| DIRECTIONS |
Every line of the listing below should be written out exactly.

| DATA RECORDS |
____________________

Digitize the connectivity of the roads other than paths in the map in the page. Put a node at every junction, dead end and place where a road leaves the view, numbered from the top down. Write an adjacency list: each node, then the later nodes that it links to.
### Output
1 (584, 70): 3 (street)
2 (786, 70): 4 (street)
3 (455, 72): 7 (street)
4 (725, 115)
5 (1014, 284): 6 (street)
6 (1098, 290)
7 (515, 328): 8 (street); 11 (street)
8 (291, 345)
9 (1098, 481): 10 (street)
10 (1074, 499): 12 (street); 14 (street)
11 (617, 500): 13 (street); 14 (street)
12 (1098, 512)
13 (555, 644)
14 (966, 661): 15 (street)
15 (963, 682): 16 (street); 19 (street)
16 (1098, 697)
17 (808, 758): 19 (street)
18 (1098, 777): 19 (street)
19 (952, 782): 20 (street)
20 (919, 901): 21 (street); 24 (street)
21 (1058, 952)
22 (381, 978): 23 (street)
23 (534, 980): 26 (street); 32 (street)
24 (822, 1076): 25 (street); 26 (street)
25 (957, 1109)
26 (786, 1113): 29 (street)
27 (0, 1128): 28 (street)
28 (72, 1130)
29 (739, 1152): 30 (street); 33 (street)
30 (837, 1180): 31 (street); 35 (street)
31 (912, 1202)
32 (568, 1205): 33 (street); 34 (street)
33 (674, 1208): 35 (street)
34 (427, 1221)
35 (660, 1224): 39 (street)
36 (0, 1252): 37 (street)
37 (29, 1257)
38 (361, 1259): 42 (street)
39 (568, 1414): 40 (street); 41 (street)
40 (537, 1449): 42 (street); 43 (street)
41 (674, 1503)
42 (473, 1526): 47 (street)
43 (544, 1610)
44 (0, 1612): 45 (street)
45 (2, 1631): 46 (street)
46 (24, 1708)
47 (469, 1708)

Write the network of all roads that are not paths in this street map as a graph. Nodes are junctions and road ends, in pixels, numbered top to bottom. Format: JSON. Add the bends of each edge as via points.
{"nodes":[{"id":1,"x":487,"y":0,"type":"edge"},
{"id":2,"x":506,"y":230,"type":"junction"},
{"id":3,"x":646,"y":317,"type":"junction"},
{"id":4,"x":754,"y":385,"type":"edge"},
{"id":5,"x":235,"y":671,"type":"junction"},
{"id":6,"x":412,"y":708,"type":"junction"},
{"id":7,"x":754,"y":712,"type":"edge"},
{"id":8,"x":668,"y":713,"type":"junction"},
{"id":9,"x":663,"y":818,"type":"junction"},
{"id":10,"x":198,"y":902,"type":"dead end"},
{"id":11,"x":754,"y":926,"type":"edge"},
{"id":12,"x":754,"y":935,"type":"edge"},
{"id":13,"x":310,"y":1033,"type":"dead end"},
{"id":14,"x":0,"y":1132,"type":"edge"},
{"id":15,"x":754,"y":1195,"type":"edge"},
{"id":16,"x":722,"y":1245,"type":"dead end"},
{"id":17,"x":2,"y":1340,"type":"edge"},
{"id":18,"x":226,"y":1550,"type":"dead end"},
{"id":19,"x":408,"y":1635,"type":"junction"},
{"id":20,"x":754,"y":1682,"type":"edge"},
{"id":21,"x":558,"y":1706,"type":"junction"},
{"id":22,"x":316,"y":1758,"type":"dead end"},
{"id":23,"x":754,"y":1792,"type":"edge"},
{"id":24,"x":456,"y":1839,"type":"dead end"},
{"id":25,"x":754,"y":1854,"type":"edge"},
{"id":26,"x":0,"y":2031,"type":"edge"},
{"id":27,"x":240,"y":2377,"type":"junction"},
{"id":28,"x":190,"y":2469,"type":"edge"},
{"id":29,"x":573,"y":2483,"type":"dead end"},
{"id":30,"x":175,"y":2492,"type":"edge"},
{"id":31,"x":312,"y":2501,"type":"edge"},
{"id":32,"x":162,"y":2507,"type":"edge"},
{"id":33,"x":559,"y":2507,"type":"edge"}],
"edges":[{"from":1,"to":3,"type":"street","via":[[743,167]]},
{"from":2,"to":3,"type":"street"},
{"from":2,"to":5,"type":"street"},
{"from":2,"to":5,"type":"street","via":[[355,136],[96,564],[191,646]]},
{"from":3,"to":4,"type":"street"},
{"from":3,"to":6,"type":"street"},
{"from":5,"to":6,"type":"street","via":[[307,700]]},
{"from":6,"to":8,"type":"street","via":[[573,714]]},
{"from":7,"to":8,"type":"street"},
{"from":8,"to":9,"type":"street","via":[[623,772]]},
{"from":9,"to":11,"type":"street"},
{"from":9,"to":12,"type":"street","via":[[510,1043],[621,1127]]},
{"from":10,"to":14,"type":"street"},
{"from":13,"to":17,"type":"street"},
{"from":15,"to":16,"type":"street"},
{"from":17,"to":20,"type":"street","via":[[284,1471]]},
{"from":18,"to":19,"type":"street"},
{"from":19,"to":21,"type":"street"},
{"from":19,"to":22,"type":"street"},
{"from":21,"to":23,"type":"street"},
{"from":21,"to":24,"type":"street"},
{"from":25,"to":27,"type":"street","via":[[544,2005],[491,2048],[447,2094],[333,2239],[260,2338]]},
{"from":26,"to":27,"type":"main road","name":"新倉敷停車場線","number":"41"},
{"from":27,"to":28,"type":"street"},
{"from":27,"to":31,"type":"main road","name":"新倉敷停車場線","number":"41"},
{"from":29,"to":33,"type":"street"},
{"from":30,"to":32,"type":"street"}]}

____________________

| TASK RESPONSE |
Digitize the connectivity of the roads other than paths in the map in the page. Put a node at every junction, dead end and place where a road leaves the view, numbered from the top down. Write an adjacency list: each node, then the later nodes that it links to.
### Output
1 (584, 70): 3 (street)
2 (786, 70): 4 (street)
3 (455, 72): 7 (street)
4 (725, 115)
5 (1014, 284): 6 (street)
6 (1098, 290)
7 (515, 328): 8 (street); 11 (street)
8 (291, 345)
9 (1098, 481): 10 (street)
10 (1074, 499): 12 (street); 14 (street)
11 (617, 500): 13 (street); 14 (street)
12 (1098, 512)
13 (555, 644)
14 (966, 661): 15 (street)
15 (963, 682): 16 (street); 19 (street)
16 (1098, 697)
17 (808, 758): 19 (street)
18 (1098, 777): 19 (street)
19 (952, 782): 20 (street)
20 (919, 901): 21 (street); 24 (street)
21 (1058, 952)
22 (381, 978): 23 (street)
23 (534, 980): 26 (street); 32 (street)
24 (822, 1076): 25 (street); 26 (street)
25 (957, 1109)
26 (786, 1113): 29 (street)
27 (0, 1128): 28 (street)
28 (72, 1130)
29 (739, 1152): 30 (street); 33 (street)
30 (837, 1180): 31 (street); 35 (street)
31 (912, 1202)
32 (568, 1205): 33 (street); 34 (street)
33 (674, 1208): 35 (street)
34 (427, 1221)
35 (660, 1224): 39 (street)
36 (0, 1252): 37 (street)
37 (29, 1257)
38 (361, 1259): 42 (street)
39 (568, 1414): 40 (street); 41 (street)
40 (537, 1449): 42 (street); 43 (street)
41 (674, 1503)
42 (473, 1526): 47 (street)
43 (544, 1610)
44 (0, 1612): 45 (street)
45 (2, 1631): 46 (street)
46 (24, 1708)
47 (469, 1708)

Write the network of all roads that are not paths in this street map as a graph. Nodes are junctions and road ends, in pixels, numbered top to bottom. Format: JSON. Add the bends of each edge as via points.
{"nodes":[{"id":1,"x":487,"y":0,"type":"edge"},
{"id":2,"x":506,"y":230,"type":"junction"},
{"id":3,"x":646,"y":317,"type":"junction"},
{"id":4,"x":754,"y":385,"type":"edge"},
{"id":5,"x":235,"y":671,"type":"junction"},
{"id":6,"x":412,"y":708,"type":"junction"},
{"id":7,"x":754,"y":712,"type":"edge"},
{"id":8,"x":668,"y":713,"type":"junction"},
{"id":9,"x":663,"y":818,"type":"junction"},
{"id":10,"x":198,"y":902,"type":"dead end"},
{"id":11,"x":754,"y":926,"type":"edge"},
{"id":12,"x":754,"y":935,"type":"edge"},
{"id":13,"x":310,"y":1033,"type":"dead end"},
{"id":14,"x":0,"y":1132,"type":"edge"},
{"id":15,"x":754,"y":1195,"type":"edge"},
{"id":16,"x":722,"y":1245,"type":"dead end"},
{"id":17,"x":2,"y":1340,"type":"edge"},
{"id":18,"x":226,"y":1550,"type":"dead end"},
{"id":19,"x":408,"y":1635,"type":"junction"},
{"id":20,"x":754,"y":1682,"type":"edge"},
{"id":21,"x":558,"y":1706,"type":"junction"},
{"id":22,"x":316,"y":1758,"type":"dead end"},
{"id":23,"x":754,"y":1792,"type":"edge"},
{"id":24,"x":456,"y":1839,"type":"dead end"},
{"id":25,"x":754,"y":1854,"type":"edge"},
{"id":26,"x":0,"y":2031,"type":"edge"},
{"id":27,"x":240,"y":2377,"type":"junction"},
{"id":28,"x":190,"y":2469,"type":"edge"},
{"id":29,"x":573,"y":2483,"type":"dead end"},
{"id":30,"x":175,"y":2492,"type":"edge"},
{"id":31,"x":312,"y":2501,"type":"edge"},
{"id":32,"x":162,"y":2507,"type":"edge"},
{"id":33,"x":559,"y":2507,"type":"edge"}],
"edges":[{"from":1,"to":3,"type":"street","via":[[743,167]]},
{"from":2,"to":3,"type":"street"},
{"from":2,"to":5,"type":"street"},
{"from":2,"to":5,"type":"street","via":[[355,136],[96,564],[191,646]]},
{"from":3,"to":4,"type":"street"},
{"from":3,"to":6,"type":"street"},
{"from":5,"to":6,"type":"street","via":[[307,700]]},
{"from":6,"to":8,"type":"street","via":[[573,714]]},
{"from":7,"to":8,"type":"street"},
{"from":8,"to":9,"type":"street","via":[[623,772]]},
{"from":9,"to":11,"type":"street"},
{"from":9,"to":12,"type":"street","via":[[510,1043],[621,1127]]},
{"from":10,"to":14,"type":"street"},
{"from":13,"to":17,"type":"street"},
{"from":15,"to":16,"type":"street"},
{"from":17,"to":20,"type":"street","via":[[284,1471]]},
{"from":18,"to":19,"type":"street"},
{"from":19,"to":21,"type":"street"},
{"from":19,"to":22,"type":"street"},
{"from":21,"to":23,"type":"street"},
{"from":21,"to":24,"type":"street"},
{"from":25,"to":27,"type":"street","via":[[544,2005],[491,2048],[447,2094],[333,2239],[260,2338]]},
{"from":26,"to":27,"type":"main road","name":"新倉敷停車場線","number":"41"},
{"from":27,"to":28,"type":"street"},
{"from":27,"to":31,"type":"main road","name":"新倉敷停車場線","number":"41"},
{"from":29,"to":33,"type":"street"},
{"from":30,"to":32,"type":"street"}]}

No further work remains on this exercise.